Last Updated on August 23, 2018 by OCF Communications
As you train yourself to identify and respond to these personality types your small group will flow better and accomplish their ultimate goal: drawing people closer to Jesus and to each other.
A key to a healthy and happy small group is having free and open discussion with everyone participating equally. And nothing bogs down a great discussion like a know-it-all or an over-the-top needy person. Every group is bound to encounter distractions as its members try to grow closer to one another and Jesus. The most serious difficulties often come from within the group itself.

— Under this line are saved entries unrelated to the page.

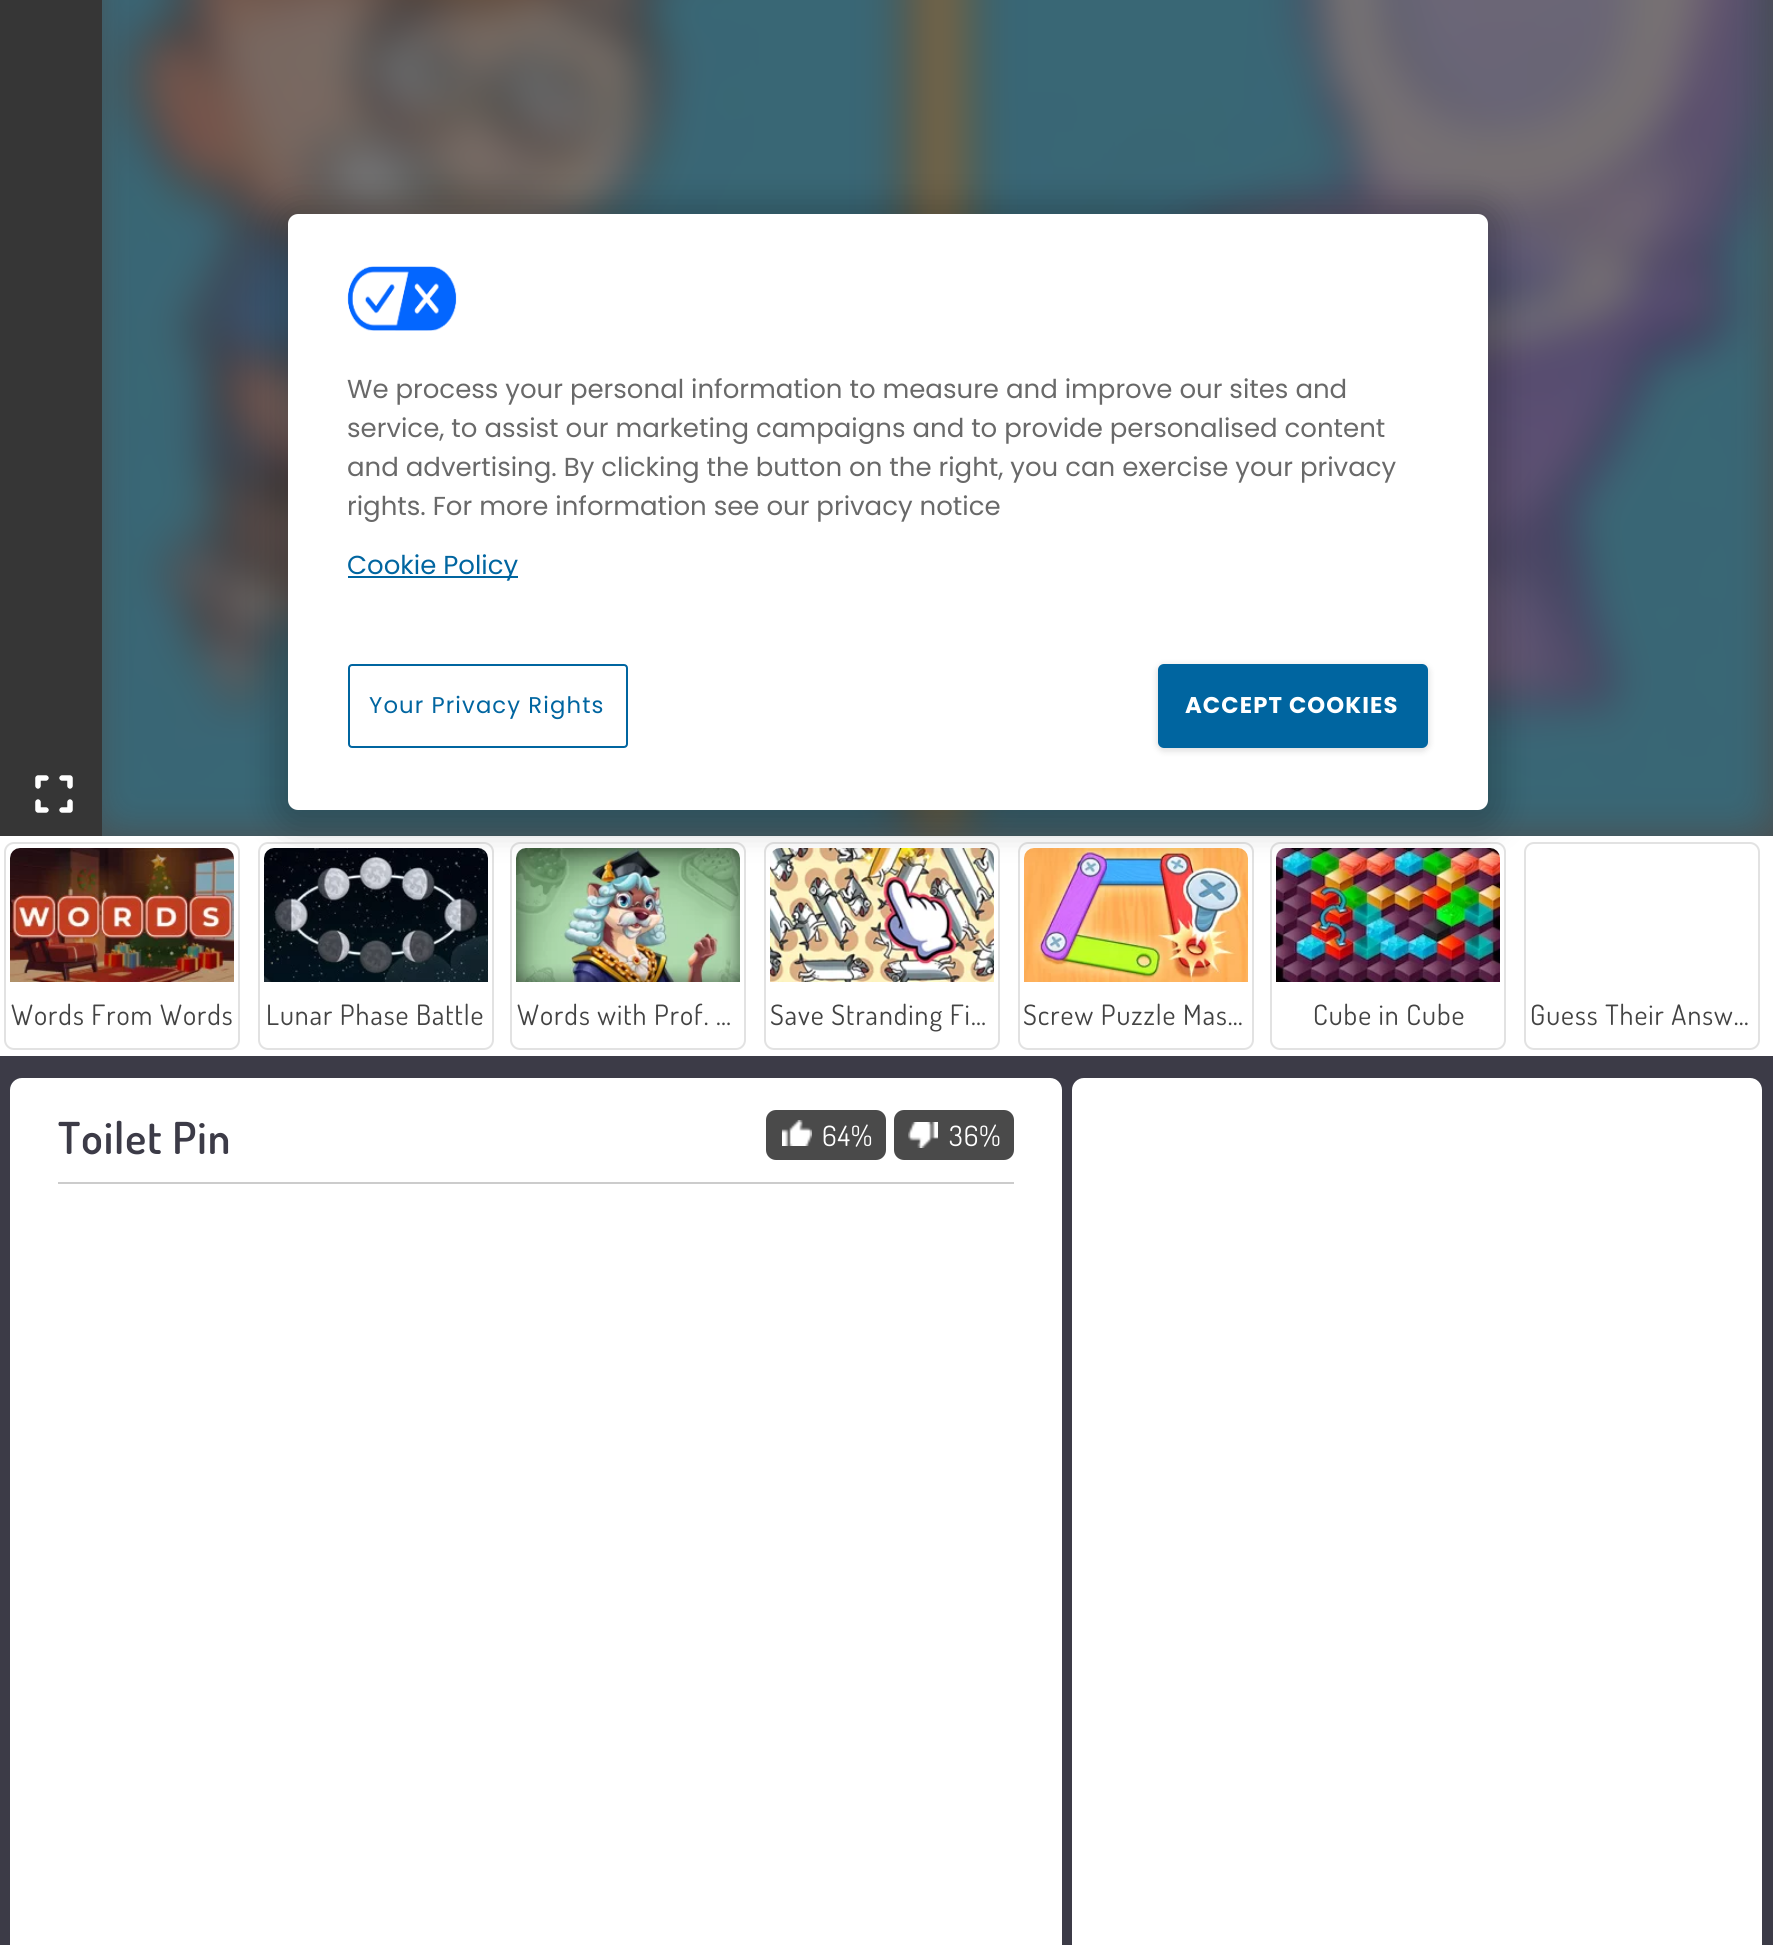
#include <cairo.h>
#include <math.h>
#include <stddef.h>


static void set_color(cairo_t *cr, unsigned color) {
    cairo_set_source_rgb(cr, (color >> 16) / 255.0, (color >> 8 & 255) / 255.0, (color & 255) / 255.0);
}

static void draw_text(cairo_t *cr, double x, double y, const char *s, const char *family, double size, int italic, int bold, unsigned color) {
    cairo_select_font_face(cr, family, italic ? CAIRO_FONT_SLANT_ITALIC : CAIRO_FONT_SLANT_NORMAL,
        bold ? CAIRO_FONT_WEIGHT_BOLD : CAIRO_FONT_WEIGHT_NORMAL);
    cairo_set_font_size(cr, size);
    set_color(cr, color);
    cairo_move_to(cr, x, y);
    cairo_show_text(cr, s);
}

static void draw_spaced(cairo_t *cr, double x, double y, const char *s, double letter, double word) {
    cairo_move_to(cr, x, y);
    while (*s) {
        char ch[5] = {0};
        int n = 0;
        do ch[n++] = *s++; while ((*s & 0xC0) == 0x80);
        cairo_show_text(cr, ch);
        cairo_rel_move_to(cr, letter + word * (*ch == ' '), 0);
    }
}

static void fill_rect(cairo_t *cr, double x, double y, double w, double h, unsigned color) {
    set_color(cr, color);
    cairo_rectangle(cr, x, y, w, h);
    cairo_fill(cr);
}

static void rounded_rect(cairo_t *cr, double x, double y, double w, double h, double r) {
    cairo_new_sub_path(cr);
    cairo_arc(cr, x + w - r, y + h - r, r, 0, M_PI / 2);
    cairo_arc(cr, x + r, y + h - r, r, M_PI / 2, M_PI);
    cairo_arc(cr, x + r, y + r, r, M_PI, 1.5 * M_PI);
    cairo_arc(cr, x + w - r, y + r, r, 1.5 * M_PI, 2 * M_PI);
    cairo_close_path(cr);
}

static void draw_shadow(cairo_t *cr, double x, double y, double w, double h, double r, double blur, double alpha) {
    cairo_push_group_with_content(cr, CAIRO_CONTENT_ALPHA);
    cairo_set_operator(cr, CAIRO_OPERATOR_SOURCE);
    for (int i = 15; i >= -15 && fmin(w, h) + blur * i / 3 > 0; i -= 2) {
        double e = blur * i / 6;
        cairo_set_source_rgba(cr, 0, 0, 0, alpha * erfc((i - 1) / 8.5) / 2);
        rounded_rect(cr, x - e, y - e, w + 2 * e, h + 2 * e, fmax(0, fmin(r + e + blur * .6, fmin(w, h) / 2 + e)));
        cairo_fill(cr);
    }
    cairo_pattern_t *soft = cairo_pop_group(cr);
    cairo_mask(cr, soft);
    cairo_pattern_destroy(soft);
}

static void draw_image(cairo_t *cr, const char *path, double x, double y, double w, double h) {
    cairo_surface_t *image = cairo_image_surface_create_from_png(path);
    cairo_save(cr);
    cairo_set_source_surface(cr, image, x, y);
    cairo_rectangle(cr, x, y, w, h);
    cairo_fill(cr);
    cairo_restore(cr);
    cairo_surface_destroy(image);
}

int main(void) {
    cairo_surface_t *surface = cairo_image_surface_create(CAIRO_FORMAT_RGB24, 1773, 1945);
    cairo_t *cr = cairo_create(surface);
    cairo_font_options_t *options = cairo_font_options_create();
    cairo_font_options_set_hint_metrics(options, CAIRO_HINT_METRICS_OFF);
    cairo_font_options_set_hint_style(options, CAIRO_HINT_STYLE_NONE);
    cairo_set_font_options(cr, options);
    cairo_set_miter_limit(cr, 4);
    set_color(cr, 0x3C3B47);
    cairo_paint(cr);
    fill_rect(cr, 0, 836, 1773, 220, 0xFFFFFF);
    fill_rect(cr, 102, 0, 1671, 836, 0x4C4C4C);
    draw_image(cr, "assets/img3.png", 102, 0, 1671, 836);
    rounded_rect(cr, 5, 843, 234, 206, 9);
    set_color(cr, 0xE2E2E2);
    cairo_stroke(cr);
    draw_image(cr, "assets/img4.png", 10, 848, 224, 134);
    rounded_rect(cr, 259, 843, 234, 206, 9);
    cairo_stroke(cr);
    draw_image(cr, "assets/img5.png", 264, 848, 224, 134);
    rounded_rect(cr, 511, 843, 234, 206, 9);
    cairo_stroke(cr);
    draw_image(cr, "assets/img6.png", 516, 848, 224, 134);
    rounded_rect(cr, 765, 843, 234, 206, 9);
    cairo_stroke(cr);
    draw_image(cr, "assets/img7.png", 770, 848, 224, 134);
    rounded_rect(cr, 1019, 843, 234, 206, 9);
    cairo_stroke(cr);
    draw_image(cr, "assets/img8.png", 1024, 848, 224, 134);
    rounded_rect(cr, 1271, 843, 234, 206, 9);
    cairo_stroke(cr);
    draw_image(cr, "assets/img9.png", 1276, 848, 224, 134);
    rounded_rect(cr, 1525, 843, 234, 206, 9);
    cairo_stroke(cr);
    set_color(cr, 0x000000);
    draw_shadow(cr, 272, 202, 1232, 628, 26, 15, 0.2);
    set_color(cr, 0xFFFFFF);
    rounded_rect(cr, 288, 214, 1200, 596, 10);
    cairo_fill(cr);
    draw_image(cr, "assets/img1.png", 347, 266, 110, 65);
    draw_text(cr, 347, 398, "We process your personal information to measure and improve our sites and", "Poppins", 26, 0, 0, 0x696969);
    draw_text(cr, 347, 437, "service, to assist our marketing campaigns and to provide personalised content", "Poppins", 26, 0, 0, 0x696969);
    draw_text(cr, 347, 476, "and advertising. By clicking the button on the right, you can exercise your privacy", "Poppins", 26, 0, 0, 0x696969);
    draw_text(cr, 347, 515, "rights. For more information see our privacy notice", "Poppins", 26, 0, 0, 0x696969);
    fill_rect(cr, 348, 576, 170, 2, 0x0065A0);
    draw_text(cr, 347, 574, "Cookie Policy", "Poppins", 26, 0, 0, 0x0065A0);
    rounded_rect(cr, 349, 665, 278, 82, 3);
    cairo_stroke(cr);
    cairo_set_font_size(cr, 22.75);
    draw_spaced(cr, 369, 713, "Your Privacy Rights", 1.1, 0);
    set_color(cr, 0x000000);
    draw_shadow(cr, 1158, 666, 270, 84, 6, 4, 0.16);
    set_color(cr, 0x0065A0);
    rounded_rect(cr, 1159, 665, 268, 82, 5);
    cairo_fill_preserve(cr);
    cairo_stroke(cr);
    cairo_select_font_face(cr, "Poppins", CAIRO_FONT_SLANT_NORMAL, CAIRO_FONT_WEIGHT_BOLD);
    set_color(cr, 0xFFFFFF);
    draw_spaced(cr, 1185, 713, "ACCEPT COOKIES", 1.1, 0);
    fill_rect(cr, 0, 0, 102, 836, 0x363636);
    draw_image(cr, "assets/img2.png", 35, 775, 38, 38);
    cairo_select_font_face(cr, "Dosis", CAIRO_FONT_SLANT_NORMAL, CAIRO_FONT_WEIGHT_NORMAL);
    cairo_set_font_size(cr, 28);
    set_color(cr, 0x434343);
    draw_spaced(cr, 11, 1025, "Words From Words", 1, 0);
    draw_spaced(cr, 266, 1025, "Lunar Phase Battle", 1, 0);
    draw_spaced(cr, 517, 1025, "Words with Prof. …", 1, 0);
    draw_spaced(cr, 770, 1025, "Save Stranding Fi…", 1, 0);
    draw_spaced(cr, 1023, 1025, "Screw Puzzle Mas…", 1, 0);
    draw_spaced(cr, 1313, 1025, "Cube in Cube", 1, 0);
    draw_spaced(cr, 1530, 1025, "Guess Their Answ…", 1, 0);
    set_color(cr, 0xFFFFFF);
    rounded_rect(cr, 10, 1078, 1052, 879, 12);
    cairo_fill(cr);
    fill_rect(cr, 58, 1182, 956, 2, 0xCCCCCC);
    cairo_select_font_face(cr, "Dosis SemiBold", CAIRO_FONT_SLANT_NORMAL, CAIRO_FONT_WEIGHT_NORMAL);
    cairo_set_font_size(cr, 44);
    set_color(cr, 0x3C3B47);
    draw_spaced(cr, 58, 1154, "Toilet Pin", 1, 0);
    set_color(cr, 0x4A4A4A);
    rounded_rect(cr, 766, 1110, 120, 50, 10);
    cairo_fill(cr);
    draw_image(cr, "assets/img10.png", 782, 1120, 30, 26);
    cairo_select_font_face(cr, "Dosis", CAIRO_FONT_SLANT_NORMAL, CAIRO_FONT_WEIGHT_NORMAL);
    cairo_set_font_size(cr, 28);
    set_color(cr, 0xFFFFFF);
    draw_spaced(cr, 822, 1146, "64%", 1, 0);
    set_color(cr, 0x4A4A4A);
    rounded_rect(cr, 894, 1110, 120, 50, 10);
    cairo_fill(cr);
    draw_image(cr, "assets/img11.png", 908, 1122, 30, 26);
    set_color(cr, 0xFFFFFF);
    draw_spaced(cr, 949, 1146, "36%", 1, 0);
    rounded_rect(cr, 1072, 1078, 690, 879, 12);
    cairo_fill(cr);
    cairo_surface_write_to_png(surface, "output.png");
    cairo_font_options_destroy(options);
    cairo_destroy(cr);
    cairo_surface_destroy(surface);
    return 0;
}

That’s why it’s so important for small group leaders to learn to identify personalities that can derail small group discussions and to help the group as a whole keep moving forward with everyone contributing and participating. People rarely intentionally derail group discussions, but there are five personalities frequently found in small groups that can ruin group interaction unless the leader can handle them smoothly.
1.
DOMINATORS have an answer for every question and every answer seems to go on forever. Dominators are usually very knowledgeable and kind-hearted. They just don’t always have the social skills needed to help you keep things on track. Some dominators are able to talk for a long time without breathing at all. Or perhaps they’ve mastered the ability to speak while inhaling as well as exhaling. You need to have the courage to help the dominator wrap things up. One of the best methods is to simply finish the dominator’s thoughts for him or her then quickly allow someone else to speak.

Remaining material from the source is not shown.